Unlike projects of the past, theoroi makes it relatively easy to see and measure the actual response each participant has to each performance. It also forces the participants, the theoroi, to play the role of ambassadors by expressing their opinions in a public (or semi-public) venue. Far from being an oddity of the project, this is an apt reflection of today’s media where, for better or worse, everyone is a critic and absolutely everyone with an internet connection has access to a personal publishing platform. This is very useful for exploring the questions of relevance but it also goes deeper. Anyone who has watched a Disney film, read Lord of the Rings, or pondered the US Constitution knows that with power comes responsibility. In the information age we are incessantly reminded that “the pen is mightier than the sword”. We are trained to be acutely aware of the close links between power and information. In this context, it’s both exhilirating and disappointing to witness the popularization of publishing power. Why is it disappointing? Because technology changes much faster than society. In the same way that tyrants like Napoleon sweep in to take advantage of the confusion after a revolution, companies like Facebook are poised to take advantage of the populace while society recovers from having a century worth of communication infrastructure rendered obsolete in less than a decade.

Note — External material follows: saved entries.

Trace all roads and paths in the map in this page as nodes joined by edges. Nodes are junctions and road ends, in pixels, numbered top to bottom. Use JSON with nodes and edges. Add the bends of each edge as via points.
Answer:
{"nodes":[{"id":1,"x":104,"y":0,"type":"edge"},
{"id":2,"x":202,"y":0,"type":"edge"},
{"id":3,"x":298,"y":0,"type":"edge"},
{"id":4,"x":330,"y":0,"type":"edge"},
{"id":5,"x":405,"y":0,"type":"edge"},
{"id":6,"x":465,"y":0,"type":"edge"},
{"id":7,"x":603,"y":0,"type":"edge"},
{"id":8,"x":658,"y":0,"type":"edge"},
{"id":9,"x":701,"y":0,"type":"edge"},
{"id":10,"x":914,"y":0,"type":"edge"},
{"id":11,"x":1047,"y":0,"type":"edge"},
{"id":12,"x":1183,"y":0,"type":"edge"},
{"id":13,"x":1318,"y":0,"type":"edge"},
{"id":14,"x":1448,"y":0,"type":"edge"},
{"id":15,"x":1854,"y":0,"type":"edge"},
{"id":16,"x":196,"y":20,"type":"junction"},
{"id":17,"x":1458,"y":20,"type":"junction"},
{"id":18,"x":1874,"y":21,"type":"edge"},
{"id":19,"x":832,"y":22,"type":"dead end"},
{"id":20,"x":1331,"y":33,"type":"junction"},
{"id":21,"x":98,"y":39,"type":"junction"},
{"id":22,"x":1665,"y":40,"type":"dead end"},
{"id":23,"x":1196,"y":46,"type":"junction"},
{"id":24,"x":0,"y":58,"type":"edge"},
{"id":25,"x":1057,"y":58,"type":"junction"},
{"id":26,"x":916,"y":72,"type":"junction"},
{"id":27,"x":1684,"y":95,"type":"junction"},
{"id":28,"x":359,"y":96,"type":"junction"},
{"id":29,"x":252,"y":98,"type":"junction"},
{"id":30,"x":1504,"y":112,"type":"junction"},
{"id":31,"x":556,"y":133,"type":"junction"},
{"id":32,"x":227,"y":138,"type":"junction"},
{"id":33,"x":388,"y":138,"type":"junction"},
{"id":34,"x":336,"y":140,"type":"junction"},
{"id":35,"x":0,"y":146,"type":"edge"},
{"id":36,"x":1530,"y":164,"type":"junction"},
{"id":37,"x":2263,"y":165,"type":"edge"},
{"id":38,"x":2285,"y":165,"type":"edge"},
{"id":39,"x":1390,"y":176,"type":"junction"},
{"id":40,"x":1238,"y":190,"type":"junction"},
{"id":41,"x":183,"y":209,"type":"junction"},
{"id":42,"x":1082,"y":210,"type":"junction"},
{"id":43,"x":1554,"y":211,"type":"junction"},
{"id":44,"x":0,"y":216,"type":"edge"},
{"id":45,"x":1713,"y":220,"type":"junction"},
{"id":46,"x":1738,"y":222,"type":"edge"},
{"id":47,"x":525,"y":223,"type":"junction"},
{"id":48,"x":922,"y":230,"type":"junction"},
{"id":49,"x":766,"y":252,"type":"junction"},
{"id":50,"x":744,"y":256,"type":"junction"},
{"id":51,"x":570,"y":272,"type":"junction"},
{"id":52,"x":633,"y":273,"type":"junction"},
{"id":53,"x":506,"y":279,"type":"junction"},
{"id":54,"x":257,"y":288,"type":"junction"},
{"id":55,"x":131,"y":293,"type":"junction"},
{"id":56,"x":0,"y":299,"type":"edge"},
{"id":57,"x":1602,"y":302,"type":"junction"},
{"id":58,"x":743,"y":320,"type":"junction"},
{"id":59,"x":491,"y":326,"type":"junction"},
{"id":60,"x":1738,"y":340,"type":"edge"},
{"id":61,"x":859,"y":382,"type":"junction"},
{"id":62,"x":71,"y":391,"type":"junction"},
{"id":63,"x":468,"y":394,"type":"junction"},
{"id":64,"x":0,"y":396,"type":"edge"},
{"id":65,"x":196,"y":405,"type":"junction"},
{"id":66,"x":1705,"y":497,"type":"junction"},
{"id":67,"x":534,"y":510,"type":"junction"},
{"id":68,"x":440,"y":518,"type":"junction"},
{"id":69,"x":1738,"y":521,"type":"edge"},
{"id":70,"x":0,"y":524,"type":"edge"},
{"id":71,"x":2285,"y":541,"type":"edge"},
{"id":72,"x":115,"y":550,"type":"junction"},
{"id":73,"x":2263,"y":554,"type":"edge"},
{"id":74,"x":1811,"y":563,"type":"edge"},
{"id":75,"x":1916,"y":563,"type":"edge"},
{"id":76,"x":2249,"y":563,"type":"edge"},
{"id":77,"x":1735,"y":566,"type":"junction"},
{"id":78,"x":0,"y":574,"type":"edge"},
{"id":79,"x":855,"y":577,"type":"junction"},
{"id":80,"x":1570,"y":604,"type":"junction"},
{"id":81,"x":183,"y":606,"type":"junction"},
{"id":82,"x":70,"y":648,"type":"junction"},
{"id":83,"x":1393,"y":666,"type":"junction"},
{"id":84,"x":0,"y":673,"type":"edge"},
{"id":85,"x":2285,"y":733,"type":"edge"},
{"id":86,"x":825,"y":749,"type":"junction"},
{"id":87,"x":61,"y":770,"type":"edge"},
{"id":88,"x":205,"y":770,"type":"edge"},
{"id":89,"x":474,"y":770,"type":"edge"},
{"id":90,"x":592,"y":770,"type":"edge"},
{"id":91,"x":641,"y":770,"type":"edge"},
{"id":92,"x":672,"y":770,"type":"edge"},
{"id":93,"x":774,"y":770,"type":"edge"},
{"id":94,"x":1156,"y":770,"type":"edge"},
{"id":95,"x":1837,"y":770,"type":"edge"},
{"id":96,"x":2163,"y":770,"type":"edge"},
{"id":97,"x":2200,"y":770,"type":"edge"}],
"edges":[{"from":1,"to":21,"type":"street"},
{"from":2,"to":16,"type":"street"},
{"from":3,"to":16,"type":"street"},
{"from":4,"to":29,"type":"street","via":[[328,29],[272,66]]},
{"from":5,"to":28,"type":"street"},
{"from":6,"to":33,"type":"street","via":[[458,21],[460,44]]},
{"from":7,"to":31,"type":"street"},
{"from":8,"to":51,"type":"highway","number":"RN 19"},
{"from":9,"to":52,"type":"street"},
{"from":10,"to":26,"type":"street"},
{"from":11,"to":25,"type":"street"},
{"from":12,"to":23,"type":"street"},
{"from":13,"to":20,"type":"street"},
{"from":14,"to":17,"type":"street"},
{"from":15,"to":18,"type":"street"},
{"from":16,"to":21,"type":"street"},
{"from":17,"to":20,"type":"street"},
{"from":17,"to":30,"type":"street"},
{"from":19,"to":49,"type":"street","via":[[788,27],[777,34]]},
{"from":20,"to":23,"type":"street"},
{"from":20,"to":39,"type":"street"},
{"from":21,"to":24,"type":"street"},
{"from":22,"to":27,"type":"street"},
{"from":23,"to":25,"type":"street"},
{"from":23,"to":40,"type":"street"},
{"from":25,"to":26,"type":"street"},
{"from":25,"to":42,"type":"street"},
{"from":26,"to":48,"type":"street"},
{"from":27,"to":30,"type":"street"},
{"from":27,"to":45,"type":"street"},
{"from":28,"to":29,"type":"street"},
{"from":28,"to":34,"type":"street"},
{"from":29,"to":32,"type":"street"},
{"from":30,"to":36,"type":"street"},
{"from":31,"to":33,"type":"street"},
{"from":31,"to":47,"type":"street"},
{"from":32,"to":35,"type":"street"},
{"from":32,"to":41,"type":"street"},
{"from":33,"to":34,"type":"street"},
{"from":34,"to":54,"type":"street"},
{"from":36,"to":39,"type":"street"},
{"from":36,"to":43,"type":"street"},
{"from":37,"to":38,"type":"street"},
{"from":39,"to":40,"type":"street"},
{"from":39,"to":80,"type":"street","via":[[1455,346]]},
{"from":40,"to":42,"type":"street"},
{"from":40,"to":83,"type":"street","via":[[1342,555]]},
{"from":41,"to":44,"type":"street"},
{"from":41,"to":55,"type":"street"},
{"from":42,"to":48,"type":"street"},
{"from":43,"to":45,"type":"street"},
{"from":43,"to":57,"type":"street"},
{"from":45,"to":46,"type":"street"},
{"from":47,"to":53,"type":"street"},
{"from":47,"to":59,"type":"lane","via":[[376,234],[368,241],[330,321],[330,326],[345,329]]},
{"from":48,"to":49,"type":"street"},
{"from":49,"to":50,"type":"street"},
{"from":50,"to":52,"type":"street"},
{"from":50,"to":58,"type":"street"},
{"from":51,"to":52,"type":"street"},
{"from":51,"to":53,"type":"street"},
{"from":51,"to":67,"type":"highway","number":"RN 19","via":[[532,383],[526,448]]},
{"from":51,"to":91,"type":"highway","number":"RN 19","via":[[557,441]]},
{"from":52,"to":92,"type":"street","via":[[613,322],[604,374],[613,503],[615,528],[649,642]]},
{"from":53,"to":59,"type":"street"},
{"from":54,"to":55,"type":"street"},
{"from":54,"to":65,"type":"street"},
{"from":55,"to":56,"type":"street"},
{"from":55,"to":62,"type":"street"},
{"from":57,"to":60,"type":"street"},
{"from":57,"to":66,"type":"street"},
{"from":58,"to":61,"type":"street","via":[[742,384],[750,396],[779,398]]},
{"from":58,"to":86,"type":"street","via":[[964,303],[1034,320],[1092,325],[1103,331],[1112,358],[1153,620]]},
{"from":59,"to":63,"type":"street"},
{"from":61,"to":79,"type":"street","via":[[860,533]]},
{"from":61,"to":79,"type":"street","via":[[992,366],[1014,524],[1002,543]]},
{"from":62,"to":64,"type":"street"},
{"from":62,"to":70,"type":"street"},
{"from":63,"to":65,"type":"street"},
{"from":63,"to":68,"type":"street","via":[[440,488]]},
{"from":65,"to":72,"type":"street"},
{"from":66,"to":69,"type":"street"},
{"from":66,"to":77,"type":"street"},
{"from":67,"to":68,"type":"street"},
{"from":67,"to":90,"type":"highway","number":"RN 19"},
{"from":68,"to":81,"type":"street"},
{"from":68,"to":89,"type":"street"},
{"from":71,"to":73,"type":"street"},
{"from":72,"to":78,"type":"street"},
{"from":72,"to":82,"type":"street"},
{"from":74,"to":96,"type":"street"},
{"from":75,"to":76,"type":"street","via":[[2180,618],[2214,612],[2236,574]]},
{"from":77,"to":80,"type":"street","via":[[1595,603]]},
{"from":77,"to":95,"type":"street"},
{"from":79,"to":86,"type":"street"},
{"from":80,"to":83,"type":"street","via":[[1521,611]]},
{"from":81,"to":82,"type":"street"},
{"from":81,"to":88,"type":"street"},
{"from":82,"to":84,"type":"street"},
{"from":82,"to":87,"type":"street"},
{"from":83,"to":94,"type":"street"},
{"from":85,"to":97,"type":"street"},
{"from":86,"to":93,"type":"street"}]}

It’s in this situation, where we see an entire civilization grappling with the fundamental ideas of communication, power, culture and historical context, that we begin to see clues to answering the driving question behind Theoroi — How are established modes of performing arts relevant to modern audiences? While the possible answers are myriad, it’s inevitable that they will be tied to the millenia-long artistic exploration of the relationships between power, knowledge, society and tradition.


Worst theater experience of the year: Vox Lumiere’s Phantom at the Ordway

Vox Lumiere’s adaptation of Phantom of the Opera was spectacularly, embarrassingly bad. If I could redact it from the Theoroi schedule, I would. The only positive thing about that evening’s experience was that it forced the Theoroi participants to grapple with the challenge of speaking publicly, online about a really bad theater experience. This did give rise to a moment of bonding for the group, but I worry that it was downed out by the horror of sitting through 2 hours of amplified schlock bereft of any musical or artistic merit.

There were numerous moments throughout the night where I realized my mouth was hanging open, involuntarily, in what must have been an expression of complete disbelief. Great art can transport you out of your body and into another aesthetic plane. Vox Lumiere triggered a defensive out of body experience, leaving my eyes and ears to experience the assault while my mind hid as far away as it possibly could.

I’m deeply appreciative of the fact that all of the Theoroi stayed through both acts.  For many of them I think it took a feat of will to return to their seats after intermission.  At the end of the show, the audience responded with a shellshocked 0%/0% ovation — nobody stood up when the applause began and nobody was standing when the applause finished.

When we gathered in the lobby to debrief about the show, everyone made an earnest effort to find constructive and meaningful ways to describe the train wreck they had just witnessed.  More than a few of them were reduced to observing that “Well, the Ordway does have to fill the auditorium with something every night”. Is that what motivates the Ordway’s programming team?  Are they merely concerned with filling space, regardless of the artistic or entertainment quality of the show?  What a disappointment.